ダーリンと呼ばせて~嘘からはじめる三カ月の恋人~
「え、ち、近寄っても大丈夫ですか?」

 私が近寄ったらまた逃げてしまうのではないかと思ったが安積さんは変わらずうんうんと頷いてくれるから甘えてそろそろと距離を詰める。近寄るほど腰が低くなり、ラグに乗るころにはもはやハイハイ状態で近寄る。

 それを安積さんは笑いをかみ殺しながらジッと私を見つめていた。モモちゃんは安積さんの膝の上で静かに座って気持ちよさそうに顎を撫でられている。目は合ってはいるが逃げそうな雰囲気はない。

「ええ、可愛いっ……黒白だぁ、可愛い」

 全体的には白寄りだけれどしっかりと黒の模様が入っていてグレーシルバーの瞳はくりくりとしている。しっぽがゆらゆらと揺れて全体的フォルムが可愛すぎる。

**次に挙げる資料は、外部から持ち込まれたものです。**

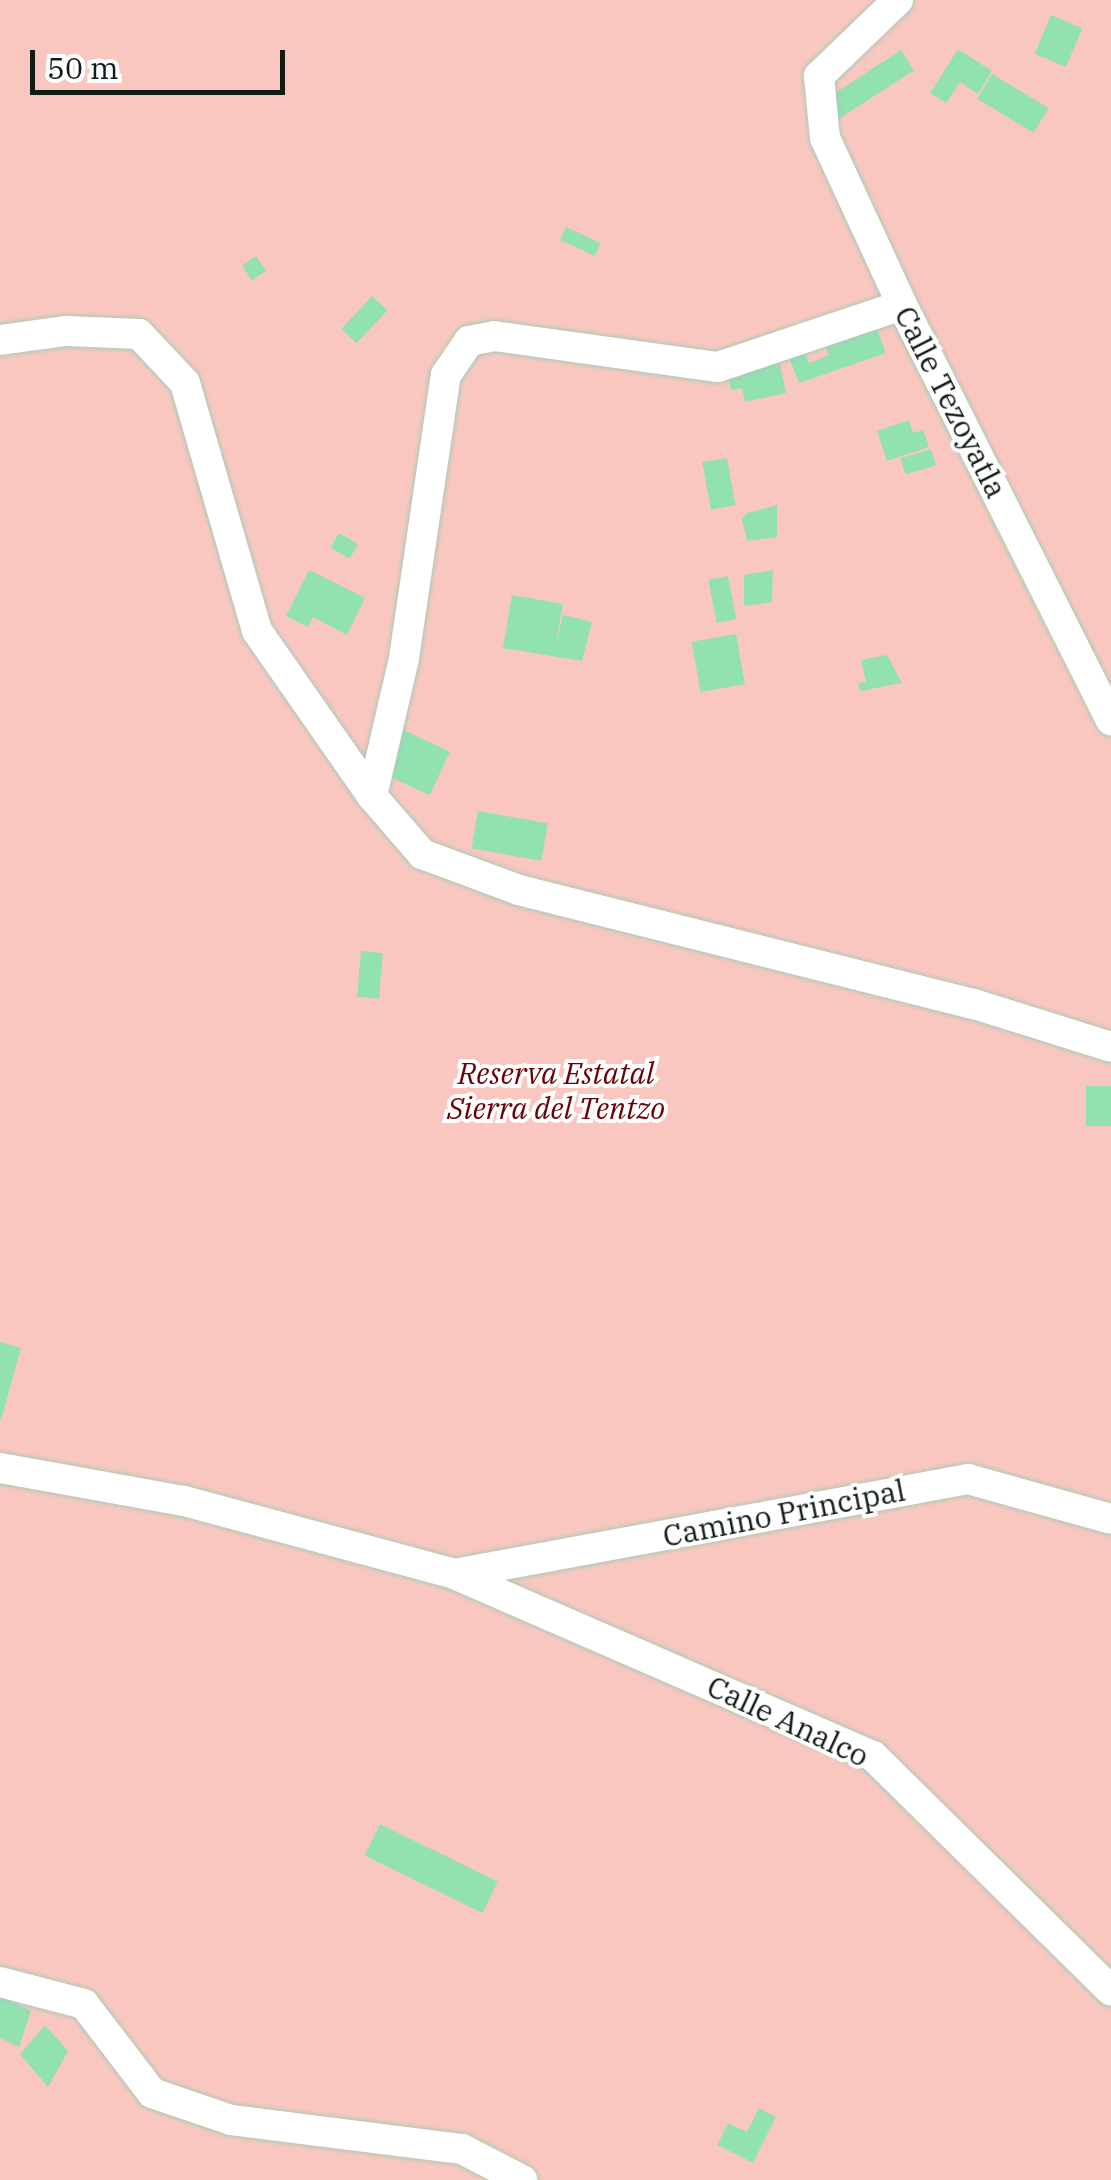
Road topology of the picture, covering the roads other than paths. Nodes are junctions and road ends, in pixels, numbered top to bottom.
1 (898, 0) edge
2 (902, 306) junction
3 (0, 340) edge
4 (1111, 720) edge
5 (372, 796) junction
6 (1111, 1047) edge
7 (0, 1468) edge
8 (1111, 1519) edge
9 (454, 1574) junction
10 (0, 1982) edge
11 (1111, 1990) edge
12 (522, 2180) edge

1 - 2 street, Calle Tezoyatla
2 - 4 street, Calle Tezoyatla
2 - 5 street
3 - 5 street
5 - 6 street
7 - 9 street, Calle Analco
8 - 9 street, Camino Principal
9 - 11 street, Calle Analco
10 - 12 street

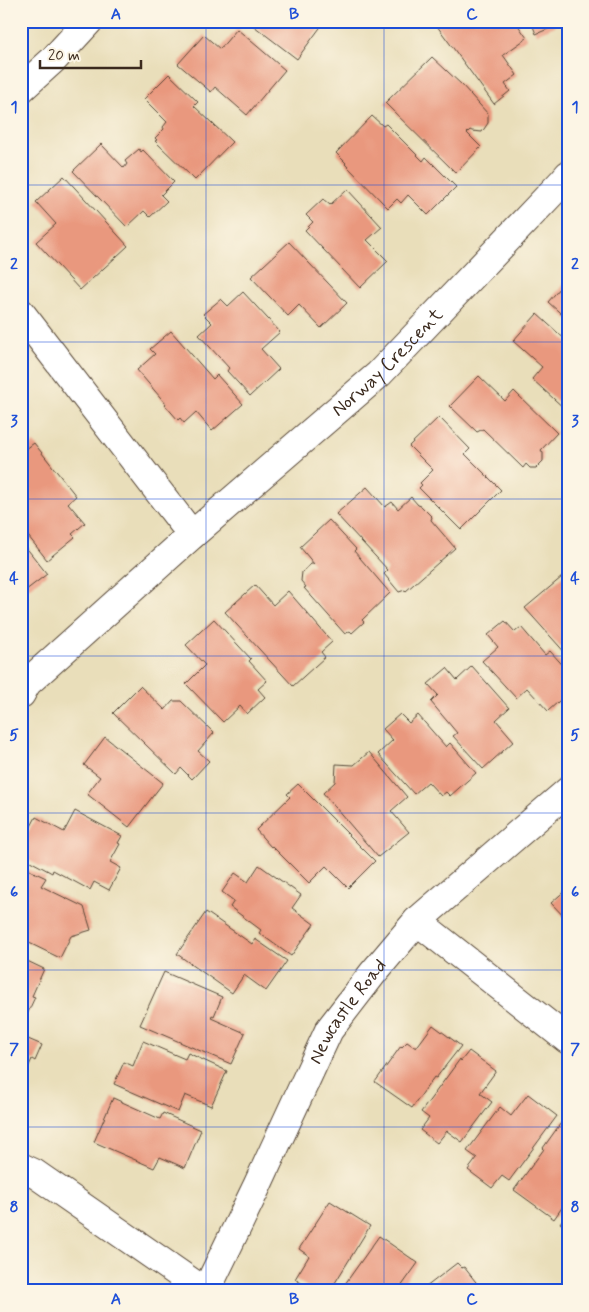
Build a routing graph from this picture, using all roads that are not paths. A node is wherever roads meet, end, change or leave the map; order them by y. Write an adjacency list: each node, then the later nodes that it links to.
1 (89, 21): 2 (street)
2 (21, 89)
3 (568, 175): 5 (street, Norway Crescent)
4 (21, 313): 5 (street)
5 (192, 535): 6 (street, Norway Crescent)
6 (21, 694)
7 (568, 791): 8 (street, Newcastle Road)
8 (416, 922): 9 (street); 11 (street, Newcastle Road)
9 (568, 1040)
10 (21, 1167): 11 (street)
11 (205, 1291)

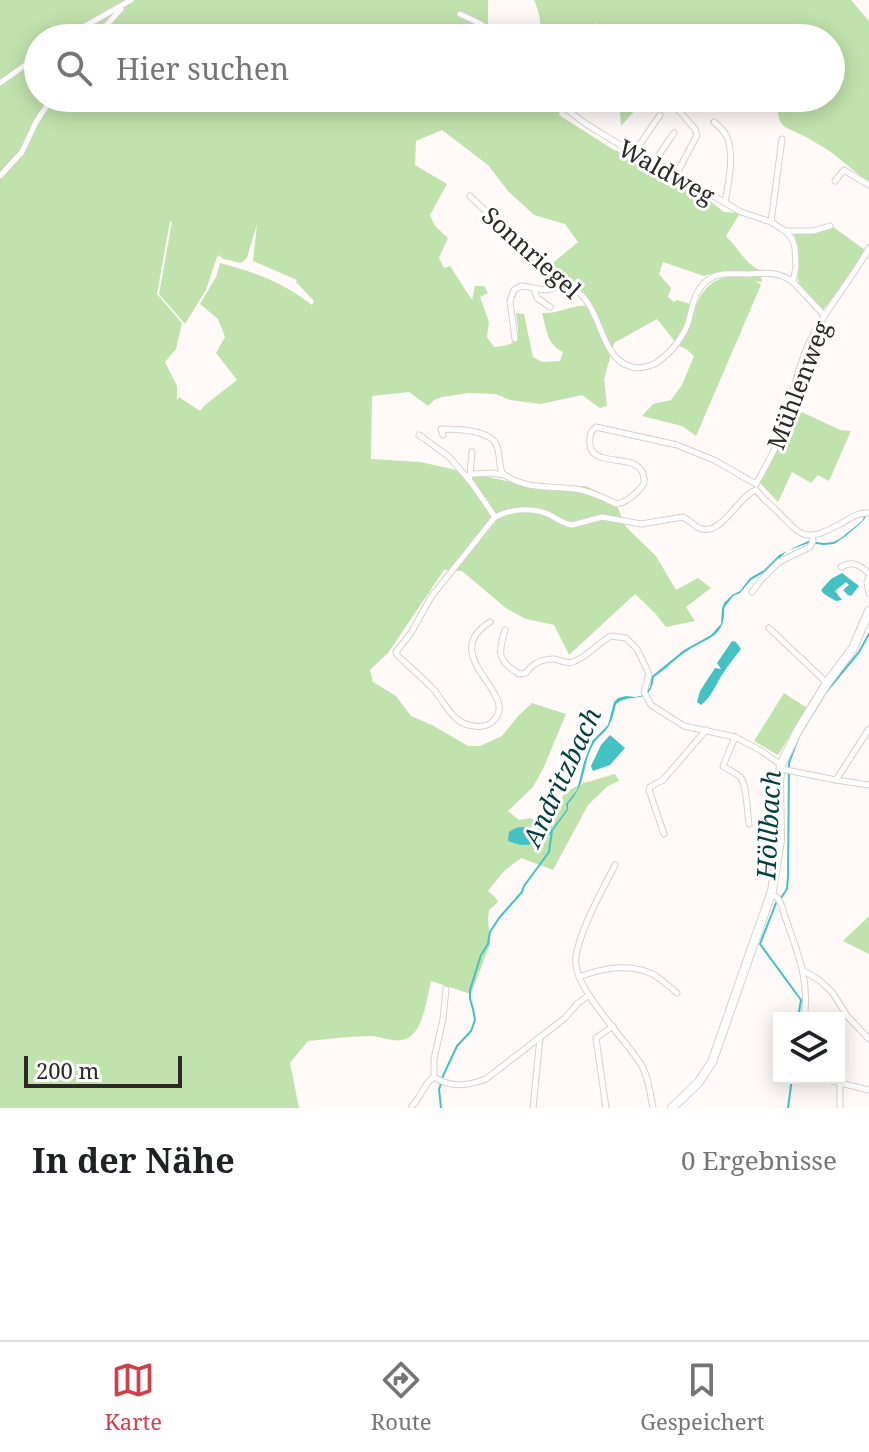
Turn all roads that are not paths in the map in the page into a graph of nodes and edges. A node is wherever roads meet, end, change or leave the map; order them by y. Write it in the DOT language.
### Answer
graph roads {
  1 [pos="131,0"];
  2 [pos="460,14"];
  3 [pos="89,24"];
  4 [pos="107,24"];
  5 [pos="481,24"];
  6 [pos="24,66"];
  7 [pos="0,83"];
  8 [pos="43,112"];
  9 [pos="570,112"];
  10 [pos="680,112"];
  11 [pos="660,115"];
  12 [pos="714,122"];
  13 [pos="674,133"];
  14 [pos="782,139"];
  15 [pos="632,152"];
  16 [pos="654,162"];
  17 [pos="676,175"];
  18 [pos="0,176"];
  19 [pos="835,181"];
  20 [pos="869,185"];
  21 [pos="470,196"];
  22 [pos="725,203"];
  23 [pos="771,222"];
  24 [pos="830,226"];
  25 [pos="785,231"];
  26 [pos="869,248"];
  27 [pos="793,282"];
  28 [pos="564,283"];
  29 [pos="534,288"];
  30 [pos="550,307"];
  31 [pos="824,315"];
  32 [pos="515,339"];
  33 [pos="419,435"];
  34 [pos="443,435"];
  35 [pos="472,452"];
  36 [pos="504,476"];
  37 [pos="470,478"];
  38 [pos="756,487"];
  39 [pos="869,513"];
  40 [pos="495,517"];
  41 [pos="812,540"];
  42 [pos="841,567"];
  43 [pos="869,575"];
  44 [pos="752,592"];
  45 [pos="869,593"];
  46 [pos="869,611"];
  47 [pos="490,622"];
  48 [pos="769,628"];
  49 [pos="505,630"];
  50 [pos="827,683"];
  51 [pos="869,729"];
  52 [pos="706,730"];
  53 [pos="735,737"];
  54 [pos="781,767"];
  55 [pos="836,780"];
  56 [pos="869,785"];
  57 [pos="749,824"];
  58 [pos="664,834"];
  59 [pos="615,865"];
  60 [pos="771,895"];
  61 [pos="804,971"];
  62 [pos="579,977"];
  63 [pos="446,989"];
  64 [pos="677,993"];
  65 [pos="589,995"];
  66 [pos="805,1012"];
  67 [pos="613,1026"];
  68 [pos="540,1038"];
  69 [pos="869,1039"];
  70 [pos="436,1078"];
  71 [pos="840,1084"];
  72 [pos="844,1084"];
  73 [pos="869,1090"];
  74 [pos="412,1106"];
  75 [pos="533,1108"];
  76 [pos="606,1108"];
  77 [pos="653,1108"];
  78 [pos="672,1108"];
  79 [pos="840,1108"];
  1 -- 3 [label="street"];
  1 -- 4 [label="street"];
  2 -- 5 [label="street"];
  6 -- 7 [label="street"];
  8 -- 18 [label="street"];
  9 -- 15 [label="street, Waldweg"];
  10 -- 17 [label="street"];
  11 -- 15 [label="street"];
  12 -- 22 [label="street"];
  13 -- 16 [label="street"];
  14 -- 23 [label="street"];
  15 -- 16 [label="street, Waldweg"];
  16 -- 17 [label="street, Waldweg"];
  17 -- 22 [label="street, Waldweg"];
  19 -- 20 [label="street"];
  21 -- 28 [label="street, Sonnriegel"];
  22 -- 23 [label="street, Waldweg"];
  23 -- 25 [label="street, Waldweg"];
  24 -- 25 [label="street"];
  25 -- 27 [label="street"];
  26 -- 31 [label="street, Mühlenweg"];
  27 -- 28 [label="street, Sonnriegel"];
  27 -- 31 [label="street"];
  28 -- 29 [label="street"];
  29 -- 30 [label="street"];
  29 -- 32 [label="street"];
  31 -- 38 [label="street, Mühlenweg"];
  33 -- 37 [label="street"];
  34 -- 36 [label="street"];
  35 -- 37 [label="street"];
  36 -- 37 [label="street"];
  36 -- 38 [label="street"];
  37 -- 40 [label="street"];
  38 -- 40 [label="street"];
  38 -- 41 [label="street"];
  39 -- 41 [label="street"];
  40 -- 47 [label="street"];
  41 -- 44 [label="street"];
  42 -- 43 [label="street"];
  43 -- 45 [label="street"];
  46 -- 50 [label="main road"];
  48 -- 50 [label="street"];
  49 -- 52 [label="street"];
  50 -- 54 [label="main road"];
  51 -- 55 [label="street"];
  52 -- 53 [label="street"];
  52 -- 58 [label="street"];
  53 -- 54 [label="street"];
  53 -- 57 [label="street"];
  54 -- 55 [label="street"];
  54 -- 60 [label="main road"];
  55 -- 56 [label="street"];
  59 -- 62 [label="street"];
  60 -- 61 [label="street"];
  60 -- 78 [label="main road"];
  61 -- 66 [label="street"];
  61 -- 69 [label="street"];
  62 -- 64 [label="street"];
  62 -- 65 [label="street"];
  63 -- 70 [label="street"];
  65 -- 67 [label="street"];
  65 -- 68 [label="street"];
  67 -- 76 [label="street"];
  67 -- 77 [label="street"];
  68 -- 70 [label="street"];
  68 -- 75 [label="street"];
  70 -- 74 [label="street"];
  71 -- 79 [label="street"];
  72 -- 73 [label="street"];
}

 そして安積さんとセット! やはり今日は何のご褒美デイなんだと思わずにはいられない。

「は、はじめまして……四宮こと葉です」
 
 モモちゃんに挨拶をしたら堪えていた笑いを吹き出す安積さん。

「な、なんで笑うんですかぁ!」

「猫にフルネームで挨拶するやつ初めて見た」

 肩を揺らすほど笑うから居た堪れなくなるが今ばかりは構っていられない。モモちゃんはいつ機嫌を損ねて隠れてしまうかわからないのだから。